## Supplied data
+--

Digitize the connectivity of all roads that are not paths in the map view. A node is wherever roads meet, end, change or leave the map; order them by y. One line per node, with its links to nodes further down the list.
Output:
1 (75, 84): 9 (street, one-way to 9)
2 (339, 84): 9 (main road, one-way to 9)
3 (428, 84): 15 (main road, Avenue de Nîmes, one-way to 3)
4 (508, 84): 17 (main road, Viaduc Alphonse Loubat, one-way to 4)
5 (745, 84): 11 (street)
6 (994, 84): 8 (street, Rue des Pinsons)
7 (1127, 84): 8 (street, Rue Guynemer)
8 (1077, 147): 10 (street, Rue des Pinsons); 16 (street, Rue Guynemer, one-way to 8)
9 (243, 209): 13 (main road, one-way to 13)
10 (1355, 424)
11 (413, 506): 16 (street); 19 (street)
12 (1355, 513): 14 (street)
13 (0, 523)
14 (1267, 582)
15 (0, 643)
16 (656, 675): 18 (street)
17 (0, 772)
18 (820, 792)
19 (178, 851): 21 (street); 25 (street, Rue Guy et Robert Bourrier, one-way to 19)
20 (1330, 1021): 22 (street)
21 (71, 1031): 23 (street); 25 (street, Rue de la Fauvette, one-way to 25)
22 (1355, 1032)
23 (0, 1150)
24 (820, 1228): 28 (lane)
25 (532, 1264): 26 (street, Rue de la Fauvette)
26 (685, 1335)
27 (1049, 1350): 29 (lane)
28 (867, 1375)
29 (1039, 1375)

+--

## Task item
Copy out the entire material verbatim.

## The completed task
Digitize the connectivity of all roads that are not paths in the map view. A node is wherever roads meet, end, change or leave the map; order them by y. One line per node, with its links to nodes further down the list.
Output:
1 (75, 84): 9 (street, one-way to 9)
2 (339, 84): 9 (main road, one-way to 9)
3 (428, 84): 15 (main road, Avenue de Nîmes, one-way to 3)
4 (508, 84): 17 (main road, Viaduc Alphonse Loubat, one-way to 4)
5 (745, 84): 11 (street)
6 (994, 84): 8 (street, Rue des Pinsons)
7 (1127, 84): 8 (street, Rue Guynemer)
8 (1077, 147): 10 (street, Rue des Pinsons); 16 (street, Rue Guynemer, one-way to 8)
9 (243, 209): 13 (main road, one-way to 13)
10 (1355, 424)
11 (413, 506): 16 (street); 19 (street)
12 (1355, 513): 14 (street)
13 (0, 523)
14 (1267, 582)
15 (0, 643)
16 (656, 675): 18 (street)
17 (0, 772)
18 (820, 792)
19 (178, 851): 21 (street); 25 (street, Rue Guy et Robert Bourrier, one-way to 19)
20 (1330, 1021): 22 (street)
21 (71, 1031): 23 (street); 25 (street, Rue de la Fauvette, one-way to 25)
22 (1355, 1032)
23 (0, 1150)
24 (820, 1228): 28 (lane)
25 (532, 1264): 26 (street, Rue de la Fauvette)
26 (685, 1335)
27 (1049, 1350): 29 (lane)
28 (867, 1375)
29 (1039, 1375)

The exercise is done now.